The plot for XF_Data_Test is named p_vs_f_XFDT.png. The plot for Grid_Space_Test is named p_vs_f_GST.png. The plot for Ryan_test_run3 is named p_vs_f_Rtr3.png.
- XF_Data_Test a grid spacing of 0.1 cm. The antennas in generation 0 were large, but it evolved to make small antennas in generation 5, which is what the phase plot comes from. Individuals 7 and 10 had effective volumes of 0, while the remaining effective volumes were large.

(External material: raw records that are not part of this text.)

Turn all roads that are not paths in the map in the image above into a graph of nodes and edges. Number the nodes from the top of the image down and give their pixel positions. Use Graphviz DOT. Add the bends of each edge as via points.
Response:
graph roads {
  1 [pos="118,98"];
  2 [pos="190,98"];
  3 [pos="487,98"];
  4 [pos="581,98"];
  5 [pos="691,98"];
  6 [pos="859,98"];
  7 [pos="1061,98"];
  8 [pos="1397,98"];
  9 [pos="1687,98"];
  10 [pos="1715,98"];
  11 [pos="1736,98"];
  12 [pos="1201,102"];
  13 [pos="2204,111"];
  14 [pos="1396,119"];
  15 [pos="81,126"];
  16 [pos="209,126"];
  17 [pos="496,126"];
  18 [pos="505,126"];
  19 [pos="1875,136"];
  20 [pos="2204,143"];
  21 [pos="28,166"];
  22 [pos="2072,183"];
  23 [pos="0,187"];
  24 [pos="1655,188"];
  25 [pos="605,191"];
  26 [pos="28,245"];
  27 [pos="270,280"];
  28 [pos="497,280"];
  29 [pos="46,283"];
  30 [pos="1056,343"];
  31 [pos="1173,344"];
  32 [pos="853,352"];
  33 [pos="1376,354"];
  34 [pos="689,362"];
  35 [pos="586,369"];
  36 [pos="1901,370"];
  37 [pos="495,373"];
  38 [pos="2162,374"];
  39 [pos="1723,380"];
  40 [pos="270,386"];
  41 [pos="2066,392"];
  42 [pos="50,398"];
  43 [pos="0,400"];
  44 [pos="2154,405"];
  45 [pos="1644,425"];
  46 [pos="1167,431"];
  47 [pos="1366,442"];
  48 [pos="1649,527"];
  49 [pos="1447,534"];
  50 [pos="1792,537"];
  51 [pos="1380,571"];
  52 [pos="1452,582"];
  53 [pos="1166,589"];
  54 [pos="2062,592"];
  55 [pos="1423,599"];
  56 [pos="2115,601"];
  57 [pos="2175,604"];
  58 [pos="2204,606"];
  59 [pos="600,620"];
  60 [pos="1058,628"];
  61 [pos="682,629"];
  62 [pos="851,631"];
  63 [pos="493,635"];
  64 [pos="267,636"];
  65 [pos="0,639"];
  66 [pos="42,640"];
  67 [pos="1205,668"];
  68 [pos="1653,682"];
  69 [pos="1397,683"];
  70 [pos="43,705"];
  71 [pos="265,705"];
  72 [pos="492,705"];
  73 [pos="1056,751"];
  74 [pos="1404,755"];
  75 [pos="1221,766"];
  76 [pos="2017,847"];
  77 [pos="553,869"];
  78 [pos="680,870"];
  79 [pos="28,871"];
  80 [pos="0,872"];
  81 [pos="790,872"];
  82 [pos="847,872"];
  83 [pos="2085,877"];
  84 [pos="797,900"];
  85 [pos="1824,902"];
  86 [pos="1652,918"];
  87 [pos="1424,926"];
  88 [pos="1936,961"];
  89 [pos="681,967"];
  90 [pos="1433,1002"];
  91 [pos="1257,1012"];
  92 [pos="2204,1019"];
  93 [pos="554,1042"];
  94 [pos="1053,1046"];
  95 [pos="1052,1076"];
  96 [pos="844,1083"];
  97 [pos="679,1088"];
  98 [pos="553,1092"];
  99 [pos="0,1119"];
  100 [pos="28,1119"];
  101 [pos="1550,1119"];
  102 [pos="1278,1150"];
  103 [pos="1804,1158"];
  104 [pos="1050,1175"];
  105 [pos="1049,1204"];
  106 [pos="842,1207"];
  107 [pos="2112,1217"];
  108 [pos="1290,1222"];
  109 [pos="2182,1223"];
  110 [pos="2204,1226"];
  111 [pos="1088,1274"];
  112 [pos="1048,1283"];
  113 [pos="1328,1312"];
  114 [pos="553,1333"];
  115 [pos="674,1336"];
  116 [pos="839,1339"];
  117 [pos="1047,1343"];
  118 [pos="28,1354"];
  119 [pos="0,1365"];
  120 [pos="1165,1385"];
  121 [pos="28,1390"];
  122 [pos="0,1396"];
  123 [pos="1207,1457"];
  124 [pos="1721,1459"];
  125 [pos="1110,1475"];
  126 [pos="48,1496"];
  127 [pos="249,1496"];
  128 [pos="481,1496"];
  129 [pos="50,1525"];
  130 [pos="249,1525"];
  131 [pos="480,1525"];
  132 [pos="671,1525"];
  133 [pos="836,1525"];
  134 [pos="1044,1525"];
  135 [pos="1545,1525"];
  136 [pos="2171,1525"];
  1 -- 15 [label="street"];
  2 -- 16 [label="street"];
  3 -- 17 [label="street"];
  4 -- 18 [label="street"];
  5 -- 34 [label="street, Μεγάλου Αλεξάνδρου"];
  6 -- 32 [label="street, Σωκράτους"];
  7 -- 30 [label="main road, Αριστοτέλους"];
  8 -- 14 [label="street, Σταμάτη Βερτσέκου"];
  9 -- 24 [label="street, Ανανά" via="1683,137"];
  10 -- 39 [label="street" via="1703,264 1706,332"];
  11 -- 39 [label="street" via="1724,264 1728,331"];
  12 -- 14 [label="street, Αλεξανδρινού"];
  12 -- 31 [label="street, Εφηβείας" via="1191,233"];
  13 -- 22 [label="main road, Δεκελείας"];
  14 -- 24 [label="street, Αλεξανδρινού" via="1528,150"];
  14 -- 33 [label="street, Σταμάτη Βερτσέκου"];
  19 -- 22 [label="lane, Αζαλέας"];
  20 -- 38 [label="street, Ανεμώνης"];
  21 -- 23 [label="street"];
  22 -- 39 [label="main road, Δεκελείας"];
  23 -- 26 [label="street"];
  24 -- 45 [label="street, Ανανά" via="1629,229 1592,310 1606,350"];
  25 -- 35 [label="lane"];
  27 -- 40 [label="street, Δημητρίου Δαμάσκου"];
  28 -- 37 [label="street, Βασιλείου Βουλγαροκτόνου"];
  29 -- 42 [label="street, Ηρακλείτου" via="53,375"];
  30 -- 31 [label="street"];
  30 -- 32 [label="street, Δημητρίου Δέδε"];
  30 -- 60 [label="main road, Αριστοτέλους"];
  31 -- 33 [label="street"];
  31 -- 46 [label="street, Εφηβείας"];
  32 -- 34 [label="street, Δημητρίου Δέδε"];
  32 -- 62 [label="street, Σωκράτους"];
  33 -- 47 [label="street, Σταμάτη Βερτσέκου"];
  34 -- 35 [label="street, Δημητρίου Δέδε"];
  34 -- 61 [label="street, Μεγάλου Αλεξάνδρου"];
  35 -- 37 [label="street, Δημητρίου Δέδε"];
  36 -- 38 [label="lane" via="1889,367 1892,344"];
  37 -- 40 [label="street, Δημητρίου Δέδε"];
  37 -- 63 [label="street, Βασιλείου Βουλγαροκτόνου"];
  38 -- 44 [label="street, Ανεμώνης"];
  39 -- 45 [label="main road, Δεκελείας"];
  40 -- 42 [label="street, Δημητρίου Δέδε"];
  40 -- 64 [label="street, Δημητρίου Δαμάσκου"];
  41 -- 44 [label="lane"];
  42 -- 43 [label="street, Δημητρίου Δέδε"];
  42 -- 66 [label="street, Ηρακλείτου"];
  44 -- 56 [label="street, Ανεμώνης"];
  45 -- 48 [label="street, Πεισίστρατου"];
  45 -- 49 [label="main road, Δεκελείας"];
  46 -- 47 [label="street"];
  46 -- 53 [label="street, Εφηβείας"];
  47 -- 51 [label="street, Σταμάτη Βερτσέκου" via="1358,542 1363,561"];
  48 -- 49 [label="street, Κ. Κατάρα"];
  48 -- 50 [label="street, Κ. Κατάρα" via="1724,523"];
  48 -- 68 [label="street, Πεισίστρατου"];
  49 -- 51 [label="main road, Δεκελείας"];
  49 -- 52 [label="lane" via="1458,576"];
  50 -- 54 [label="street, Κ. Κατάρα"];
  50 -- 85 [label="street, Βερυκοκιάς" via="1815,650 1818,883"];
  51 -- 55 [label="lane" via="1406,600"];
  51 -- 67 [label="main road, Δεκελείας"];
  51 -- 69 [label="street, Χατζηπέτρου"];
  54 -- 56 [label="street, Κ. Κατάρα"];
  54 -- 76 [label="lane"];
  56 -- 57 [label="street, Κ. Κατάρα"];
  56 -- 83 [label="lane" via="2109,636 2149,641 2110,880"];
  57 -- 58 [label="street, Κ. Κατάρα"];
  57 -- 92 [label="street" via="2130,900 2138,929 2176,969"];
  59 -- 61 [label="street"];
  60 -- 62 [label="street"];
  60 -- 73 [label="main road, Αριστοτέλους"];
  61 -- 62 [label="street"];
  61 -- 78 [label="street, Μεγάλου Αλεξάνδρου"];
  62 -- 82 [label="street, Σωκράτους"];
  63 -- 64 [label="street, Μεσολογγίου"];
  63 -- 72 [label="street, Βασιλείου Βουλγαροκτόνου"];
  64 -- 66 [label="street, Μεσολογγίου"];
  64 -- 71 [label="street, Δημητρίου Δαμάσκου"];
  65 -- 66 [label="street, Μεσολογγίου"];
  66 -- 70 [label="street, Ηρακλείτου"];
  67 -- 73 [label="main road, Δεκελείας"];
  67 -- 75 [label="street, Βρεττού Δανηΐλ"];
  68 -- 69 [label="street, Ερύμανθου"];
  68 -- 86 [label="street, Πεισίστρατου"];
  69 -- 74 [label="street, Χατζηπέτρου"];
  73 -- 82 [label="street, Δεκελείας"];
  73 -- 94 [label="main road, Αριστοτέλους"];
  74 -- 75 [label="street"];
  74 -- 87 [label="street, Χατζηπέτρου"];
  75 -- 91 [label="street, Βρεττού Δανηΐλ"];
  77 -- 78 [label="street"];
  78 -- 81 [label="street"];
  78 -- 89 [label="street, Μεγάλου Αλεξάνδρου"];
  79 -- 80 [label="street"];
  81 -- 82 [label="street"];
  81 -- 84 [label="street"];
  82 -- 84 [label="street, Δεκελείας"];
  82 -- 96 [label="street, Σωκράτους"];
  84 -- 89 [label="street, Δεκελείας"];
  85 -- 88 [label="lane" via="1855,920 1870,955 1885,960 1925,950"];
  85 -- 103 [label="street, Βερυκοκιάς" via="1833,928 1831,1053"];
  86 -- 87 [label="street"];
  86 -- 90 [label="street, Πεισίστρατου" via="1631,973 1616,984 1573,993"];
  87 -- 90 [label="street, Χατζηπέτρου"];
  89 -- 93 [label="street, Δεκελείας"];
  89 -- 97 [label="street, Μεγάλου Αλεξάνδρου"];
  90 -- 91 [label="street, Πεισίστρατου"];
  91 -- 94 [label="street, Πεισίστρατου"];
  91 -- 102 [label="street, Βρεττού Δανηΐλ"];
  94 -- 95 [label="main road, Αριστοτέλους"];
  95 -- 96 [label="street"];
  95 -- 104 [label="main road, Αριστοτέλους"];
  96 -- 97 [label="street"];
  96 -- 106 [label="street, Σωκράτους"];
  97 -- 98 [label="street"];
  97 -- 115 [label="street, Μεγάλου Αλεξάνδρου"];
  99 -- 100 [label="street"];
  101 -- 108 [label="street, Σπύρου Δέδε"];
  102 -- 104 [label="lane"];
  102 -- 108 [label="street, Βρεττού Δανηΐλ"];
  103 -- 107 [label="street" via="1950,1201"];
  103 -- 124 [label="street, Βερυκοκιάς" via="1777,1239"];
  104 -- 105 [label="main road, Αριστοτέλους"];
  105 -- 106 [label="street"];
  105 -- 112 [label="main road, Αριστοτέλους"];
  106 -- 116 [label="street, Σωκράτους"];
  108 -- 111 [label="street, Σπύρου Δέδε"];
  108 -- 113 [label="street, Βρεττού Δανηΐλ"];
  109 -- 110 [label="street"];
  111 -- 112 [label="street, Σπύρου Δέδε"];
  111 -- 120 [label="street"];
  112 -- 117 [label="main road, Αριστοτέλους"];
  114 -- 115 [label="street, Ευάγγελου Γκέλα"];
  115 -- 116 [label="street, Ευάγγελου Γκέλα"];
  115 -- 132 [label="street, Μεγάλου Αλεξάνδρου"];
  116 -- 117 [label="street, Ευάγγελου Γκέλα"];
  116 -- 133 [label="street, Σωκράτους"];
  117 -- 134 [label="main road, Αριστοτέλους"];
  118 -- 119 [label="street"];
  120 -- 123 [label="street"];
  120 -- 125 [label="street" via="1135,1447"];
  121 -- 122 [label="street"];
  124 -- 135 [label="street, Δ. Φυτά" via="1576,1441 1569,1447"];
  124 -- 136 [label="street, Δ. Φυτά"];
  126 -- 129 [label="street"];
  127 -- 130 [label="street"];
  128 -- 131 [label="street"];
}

- Grid_Space_Test used a grid spacing of 0.01 cm. The antennas in generation 0 were small, which is where the phase plot comes from. None of the individuals had 0 effective volume, but overall the effective volumes were lower than in the similarly sized antennas in generation 5 of XF_Data_Test.
- Ryan_test_run3 used a grid spacing of 0.1 cm. The antennas in generation 0, which is where the plot is from, were large and all had similar effective volumes to the actual bicone.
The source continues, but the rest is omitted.